▶ **Materials provided**
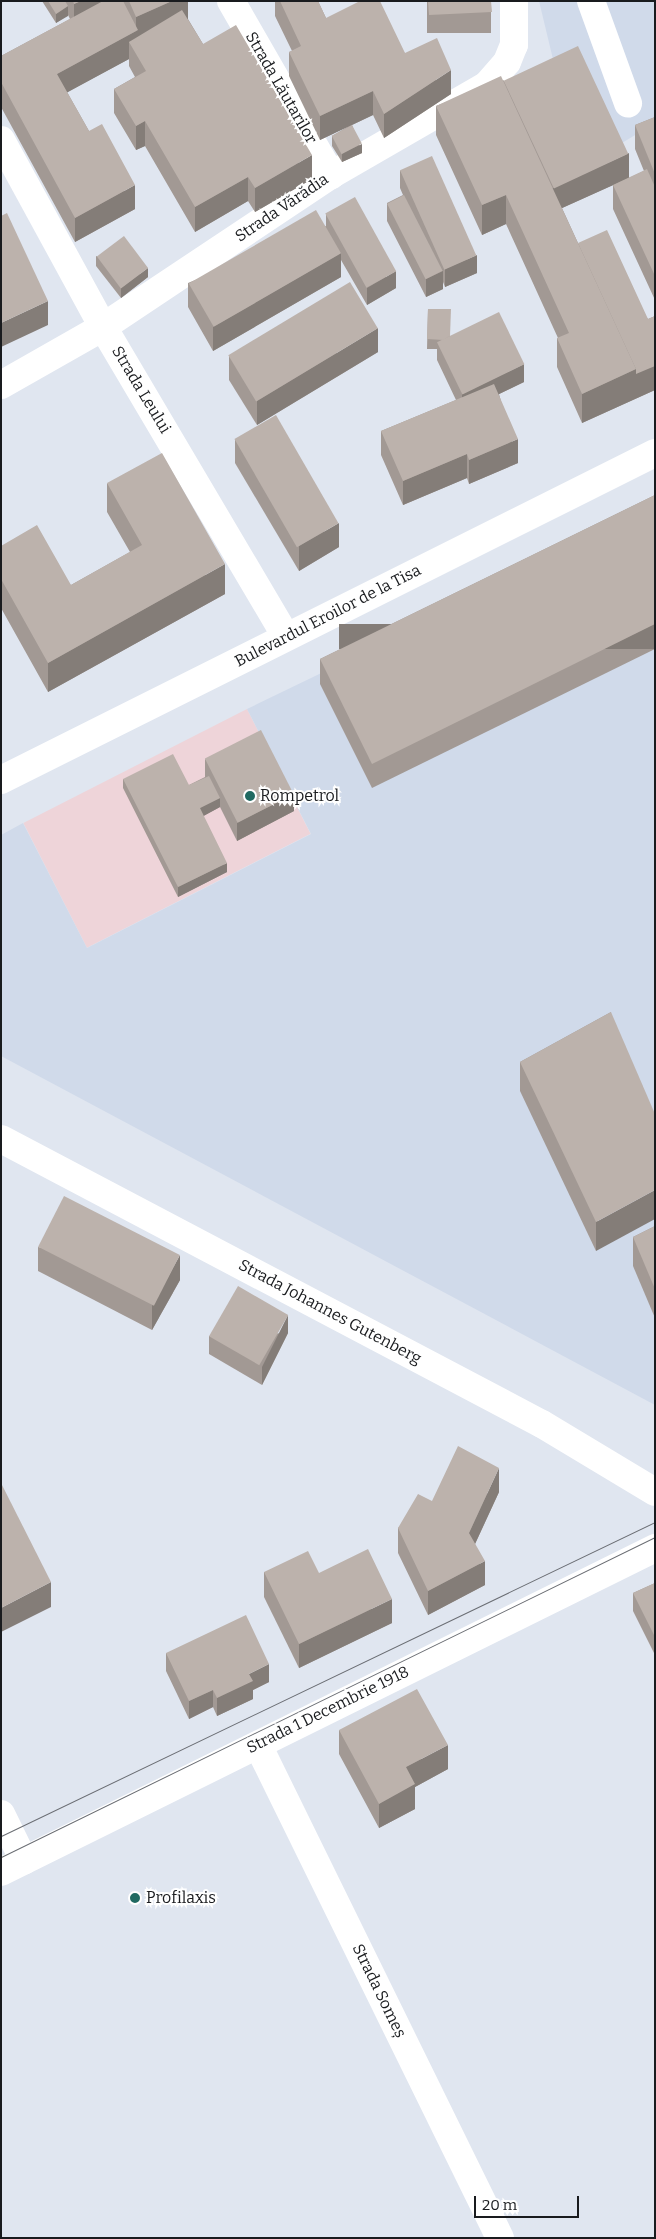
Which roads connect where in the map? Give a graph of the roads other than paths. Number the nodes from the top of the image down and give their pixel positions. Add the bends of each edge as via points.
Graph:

* * *

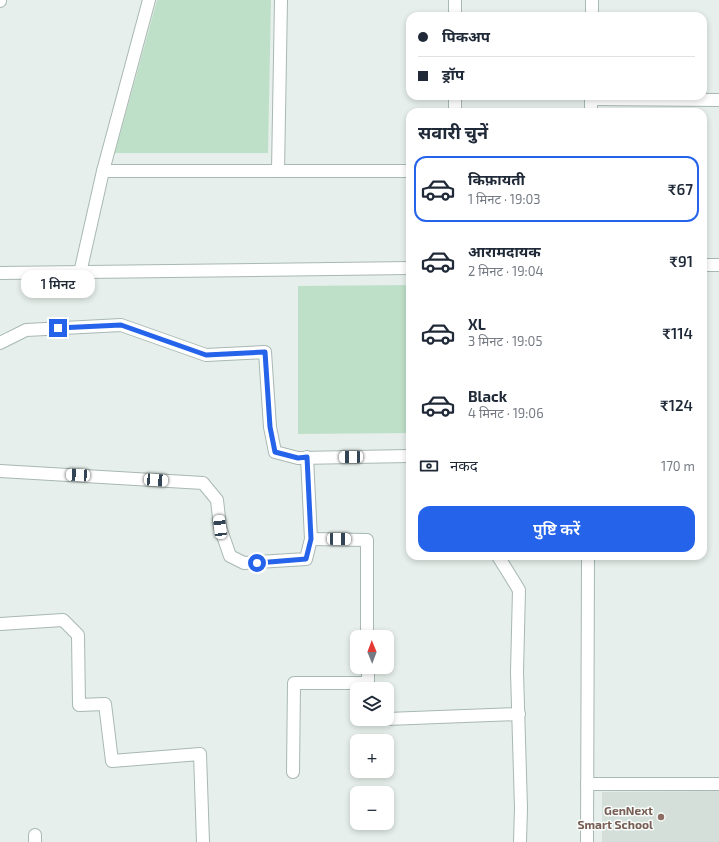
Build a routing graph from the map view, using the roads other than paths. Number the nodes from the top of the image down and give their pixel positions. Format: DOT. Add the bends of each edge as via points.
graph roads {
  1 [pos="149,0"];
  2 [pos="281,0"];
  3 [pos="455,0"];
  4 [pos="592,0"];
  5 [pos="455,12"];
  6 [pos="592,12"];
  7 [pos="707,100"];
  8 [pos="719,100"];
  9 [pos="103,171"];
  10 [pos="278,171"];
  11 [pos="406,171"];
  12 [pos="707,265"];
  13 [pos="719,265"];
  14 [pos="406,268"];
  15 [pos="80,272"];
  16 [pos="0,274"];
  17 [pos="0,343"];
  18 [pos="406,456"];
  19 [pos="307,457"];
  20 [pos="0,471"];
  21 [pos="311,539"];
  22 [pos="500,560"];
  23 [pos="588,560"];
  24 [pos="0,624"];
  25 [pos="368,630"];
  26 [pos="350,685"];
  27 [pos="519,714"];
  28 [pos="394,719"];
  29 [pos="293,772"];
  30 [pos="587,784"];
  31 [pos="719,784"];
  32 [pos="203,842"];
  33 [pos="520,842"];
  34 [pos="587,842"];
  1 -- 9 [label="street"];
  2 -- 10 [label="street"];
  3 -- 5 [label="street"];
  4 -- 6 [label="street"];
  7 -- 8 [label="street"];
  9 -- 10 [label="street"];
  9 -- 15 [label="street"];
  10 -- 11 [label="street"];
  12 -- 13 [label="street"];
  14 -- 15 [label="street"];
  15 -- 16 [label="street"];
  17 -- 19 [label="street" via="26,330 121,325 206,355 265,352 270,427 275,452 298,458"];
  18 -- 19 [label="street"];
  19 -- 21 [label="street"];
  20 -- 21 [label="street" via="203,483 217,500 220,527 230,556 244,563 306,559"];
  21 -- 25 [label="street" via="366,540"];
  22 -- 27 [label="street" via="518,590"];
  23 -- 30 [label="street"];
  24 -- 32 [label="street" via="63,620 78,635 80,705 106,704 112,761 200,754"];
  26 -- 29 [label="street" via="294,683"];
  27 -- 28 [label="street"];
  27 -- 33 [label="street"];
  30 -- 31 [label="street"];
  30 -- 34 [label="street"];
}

...

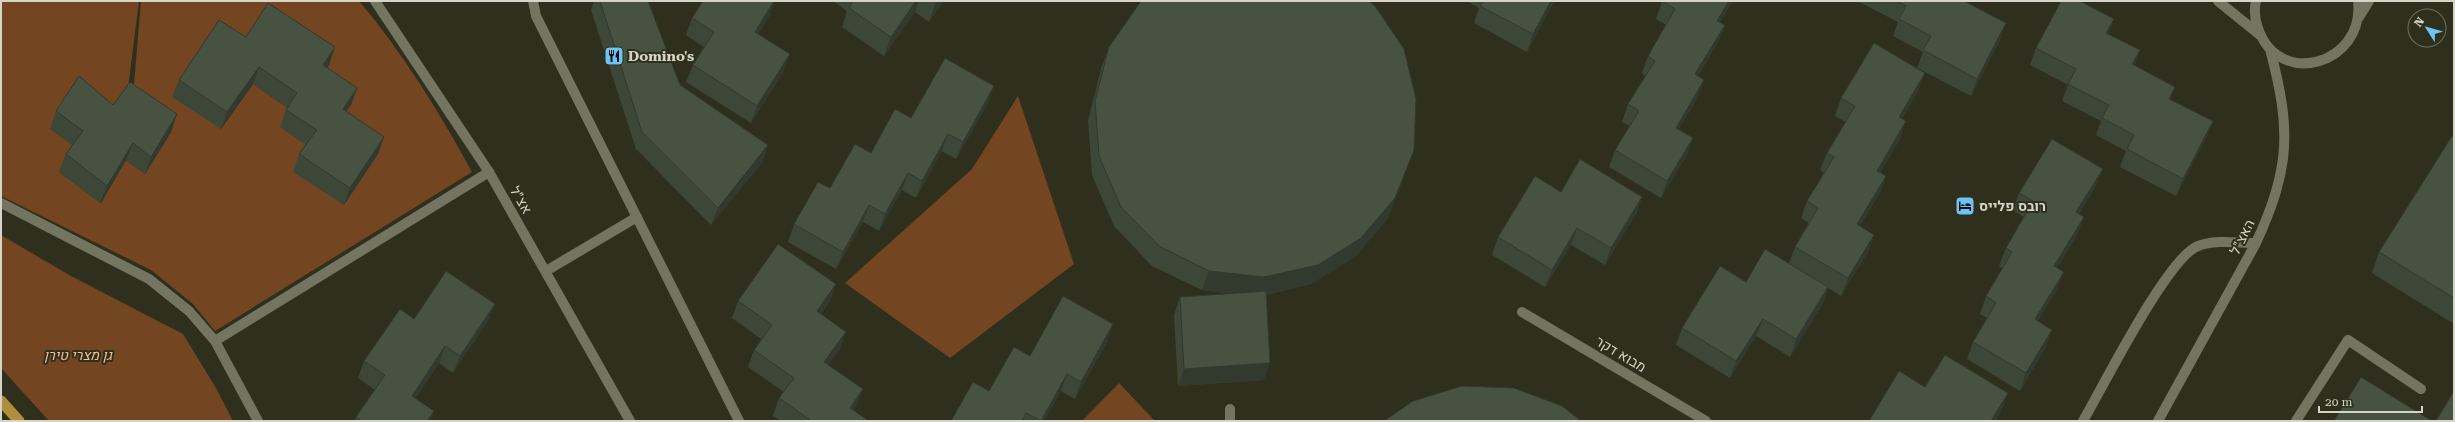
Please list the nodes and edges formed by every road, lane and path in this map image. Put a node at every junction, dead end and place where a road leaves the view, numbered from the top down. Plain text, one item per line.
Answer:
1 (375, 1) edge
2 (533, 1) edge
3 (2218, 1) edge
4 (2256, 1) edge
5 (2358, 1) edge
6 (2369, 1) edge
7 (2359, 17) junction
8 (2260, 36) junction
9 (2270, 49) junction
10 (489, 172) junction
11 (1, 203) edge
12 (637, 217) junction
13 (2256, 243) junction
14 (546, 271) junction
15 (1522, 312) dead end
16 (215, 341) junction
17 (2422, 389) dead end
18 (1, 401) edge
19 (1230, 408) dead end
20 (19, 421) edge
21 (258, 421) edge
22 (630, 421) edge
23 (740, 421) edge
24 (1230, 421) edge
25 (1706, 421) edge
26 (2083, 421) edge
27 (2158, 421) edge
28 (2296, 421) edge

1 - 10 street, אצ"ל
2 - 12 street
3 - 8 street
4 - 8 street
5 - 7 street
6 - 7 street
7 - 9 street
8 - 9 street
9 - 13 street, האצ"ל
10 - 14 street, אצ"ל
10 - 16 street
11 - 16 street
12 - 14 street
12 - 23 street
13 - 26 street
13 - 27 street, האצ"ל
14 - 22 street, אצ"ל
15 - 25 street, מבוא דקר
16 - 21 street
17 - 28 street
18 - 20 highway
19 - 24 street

▶ **Exercise requirements**
What lines above hold the word "where"? List them all.

▶ **Expected output**
Which roads connect where in the map? Give a graph of the roads other than paths. Number the nodes from the top of the image down and give their pixel positions. Add the bends of each edge as via points.
Please list the nodes and edges formed by every road, lane and path in this map image. Put a node at every junction, dead end and place where a road leaves the view, numbered from the top down. Plain text, one item per line.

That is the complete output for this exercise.